During the famous chase, Willie Boy supposedly killed Carlota because she was slowing down his flight. Under the intense media spotlight, the posse reported that he then killed himself to avoid capture and said that posse members later burned his body. A plaque commemorates that site on Ruby Mountain.

“Tell them we’re all out of souvenirs,” Deputy Sheriff Cooper (Robert Redford) says in the movie when people say burning the body ruins the chance for people to see the now-dead outlaw.

What really happened?
Trafzer said his research revealed that the posse accidentally killed Carlota, mistaking her for Willie Boy, and that Willie Boy then set a trap for the posse, shooting one and watching the rest flee him. Many Indians have said for years that Willie Boy escaped and died many years later, of tuberculosis in Nevada. Trafzer agrees.
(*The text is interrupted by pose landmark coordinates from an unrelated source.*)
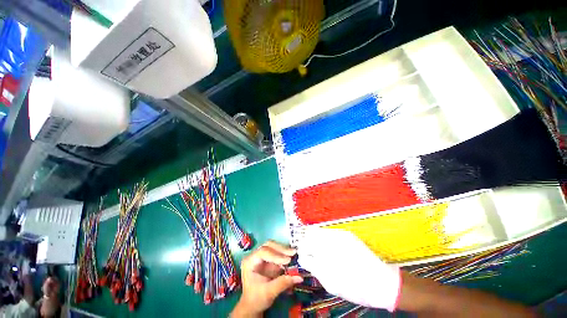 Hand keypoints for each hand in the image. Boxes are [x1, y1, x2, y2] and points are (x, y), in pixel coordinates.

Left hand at [231, 241, 302, 317]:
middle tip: (293, 253)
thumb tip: (299, 277)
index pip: (263, 252)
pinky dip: (284, 254)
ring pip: (273, 247)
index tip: (287, 260)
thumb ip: (283, 283)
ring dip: (283, 250)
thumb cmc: (256, 299)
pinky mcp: (268, 260)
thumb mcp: (269, 292)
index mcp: (249, 262)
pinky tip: (291, 257)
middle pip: (268, 246)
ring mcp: (261, 257)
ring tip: (294, 254)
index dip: (276, 255)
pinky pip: (277, 253)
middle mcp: (255, 256)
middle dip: (281, 249)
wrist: (252, 306)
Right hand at [298, 228, 400, 311]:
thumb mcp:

The case illustrates how the power of oral narrative often is disregarded as part of the historical record, according to Trafzer. As UCR’s Costo Chair and a UCR history professor, he emphasizes how oral narratives hold the history of Southern California Indian nations. He invites people to share their knowledge as he continues his research in what continues to be a controversial chapter in national history.

For more information about the Dragonfly Lecture, call (951) 849-4676. Remember, your donations at the door will support Dorothy Ramon Learning Center’s nonprofit work of saving and sharing Southern California’s Native American cultures, languages, history, and traditional arts.

Saturday, March 28, 2009

Big Honors

Ernest Siva, the president and founder of Dorothy Ramon Learning Center, will receive an honorary doctorate from California State University, San Bernardino, at the university's June commencement ceremony, according to university officials. Read about it here.

Thursday, March 26, 2009

A conference for Indian education

Sunday, March 29-Tuesday, March 31 will find us in Palm Springs.
It's time for the 38th annual California Conference on American Indian Education.
This year's theme is Building Success through Tradition and Education.
Our President and Founder, Ernest Siva, will be speaking and sharing at the conference.
So will a host of other interesting and inspiring people.
The schedule is here. 
Hope to see you there!

Thursday, March 5, 2009

Websites in transition

Update on Friday, March 20:
Our websites will be down starting Monday, March 23, for a transition to a new server. We'll be back soon. 

Due to some pending changes and transitions on our server, the Dorothy Ramon Learning Center and Ushkana Press websites will go down soon, but we've been assured that the situation will be temporary.  Thanks for your patience!